**What the task requires:** Using the entries that follow, report the number of lines that include the string "Right", without any other text.

**Data:**
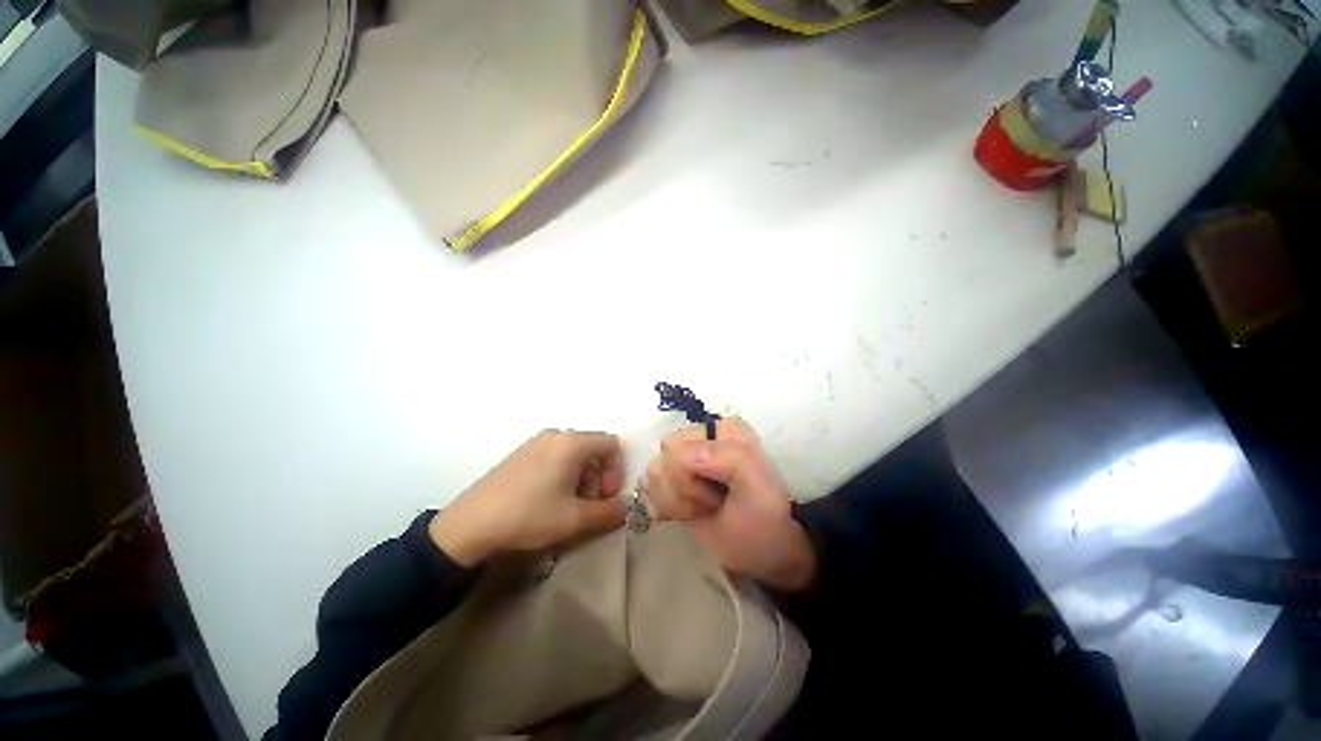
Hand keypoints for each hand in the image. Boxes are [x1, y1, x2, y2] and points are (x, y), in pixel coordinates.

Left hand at [429, 430, 626, 565]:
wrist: (470, 524)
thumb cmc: (529, 515)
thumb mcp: (574, 518)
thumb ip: (609, 512)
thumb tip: (628, 507)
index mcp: (573, 442)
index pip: (612, 444)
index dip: (616, 470)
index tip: (606, 496)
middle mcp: (557, 434)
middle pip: (593, 448)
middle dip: (599, 477)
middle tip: (588, 504)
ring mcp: (536, 441)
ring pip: (574, 453)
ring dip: (582, 477)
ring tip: (568, 504)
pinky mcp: (522, 452)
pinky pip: (555, 455)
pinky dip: (563, 473)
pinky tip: (548, 498)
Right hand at [643, 419, 815, 590]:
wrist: (766, 552)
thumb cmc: (764, 518)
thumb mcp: (757, 485)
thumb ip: (726, 457)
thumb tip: (679, 454)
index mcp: (721, 430)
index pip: (676, 448)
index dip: (689, 478)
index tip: (718, 495)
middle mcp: (699, 438)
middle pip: (660, 461)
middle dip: (681, 491)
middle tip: (710, 504)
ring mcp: (684, 459)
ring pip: (651, 475)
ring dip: (673, 501)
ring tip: (701, 510)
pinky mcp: (673, 480)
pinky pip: (646, 487)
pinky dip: (662, 506)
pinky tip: (683, 514)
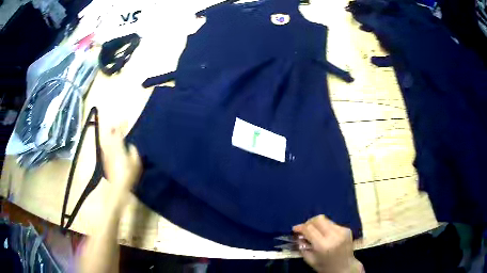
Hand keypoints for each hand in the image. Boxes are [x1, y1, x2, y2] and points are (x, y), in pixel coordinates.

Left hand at [100, 126, 141, 194]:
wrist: (117, 187)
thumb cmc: (129, 174)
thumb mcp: (136, 162)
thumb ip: (133, 152)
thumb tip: (130, 146)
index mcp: (118, 147)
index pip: (119, 132)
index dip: (122, 125)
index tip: (125, 120)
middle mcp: (110, 148)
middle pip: (109, 135)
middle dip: (112, 129)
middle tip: (115, 125)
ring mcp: (106, 155)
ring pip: (106, 141)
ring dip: (108, 135)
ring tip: (111, 133)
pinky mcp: (105, 161)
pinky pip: (105, 148)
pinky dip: (106, 144)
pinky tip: (109, 146)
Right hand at [293, 215, 362, 272]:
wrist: (345, 267)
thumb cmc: (325, 266)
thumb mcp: (310, 260)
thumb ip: (302, 247)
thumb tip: (298, 235)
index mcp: (323, 245)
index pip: (309, 229)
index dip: (300, 227)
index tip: (295, 229)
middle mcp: (333, 235)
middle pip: (318, 219)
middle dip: (309, 222)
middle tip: (304, 228)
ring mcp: (342, 231)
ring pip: (326, 220)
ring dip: (318, 224)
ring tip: (315, 232)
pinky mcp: (347, 229)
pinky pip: (332, 224)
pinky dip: (326, 227)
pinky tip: (325, 235)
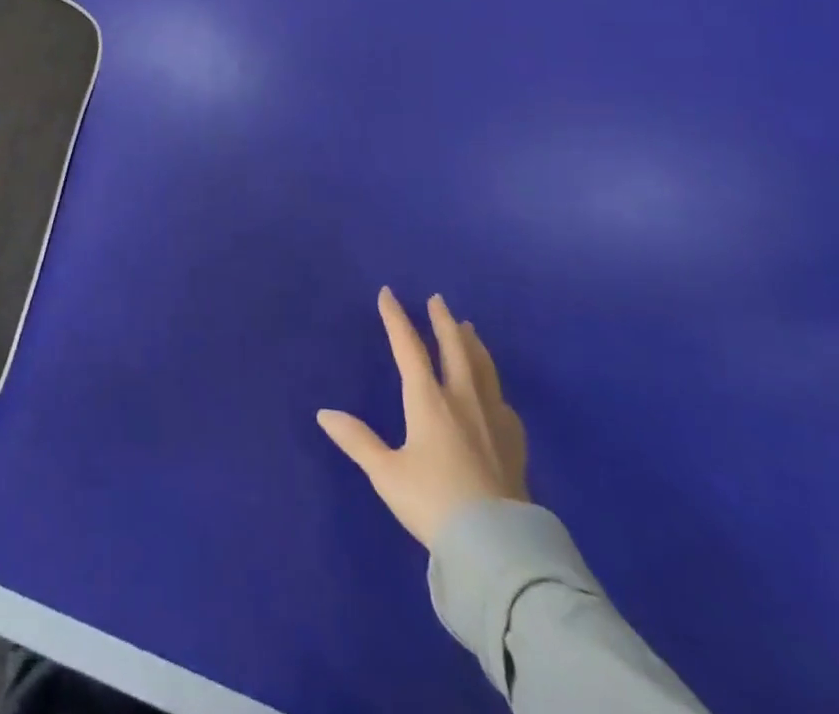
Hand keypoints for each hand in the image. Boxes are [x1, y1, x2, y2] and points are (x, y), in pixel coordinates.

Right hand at [318, 288, 528, 547]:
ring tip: (468, 328)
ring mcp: (493, 421)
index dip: (396, 319)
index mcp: (428, 401)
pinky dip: (494, 386)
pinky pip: (503, 403)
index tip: (388, 293)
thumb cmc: (433, 503)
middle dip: (442, 321)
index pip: (409, 348)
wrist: (496, 546)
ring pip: (483, 369)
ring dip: (472, 344)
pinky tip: (495, 393)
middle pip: (454, 349)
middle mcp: (462, 400)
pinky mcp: (514, 445)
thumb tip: (324, 413)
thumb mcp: (386, 474)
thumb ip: (357, 440)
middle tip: (437, 299)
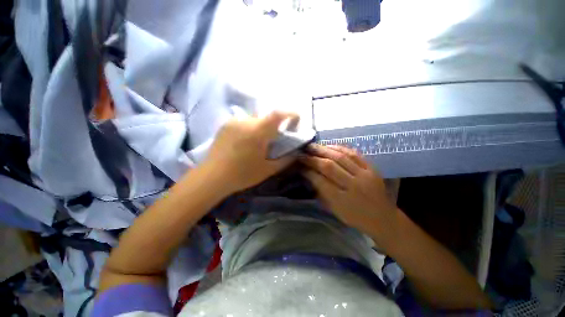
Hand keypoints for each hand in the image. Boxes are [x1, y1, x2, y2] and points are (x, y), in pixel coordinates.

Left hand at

**Response to the task:** 3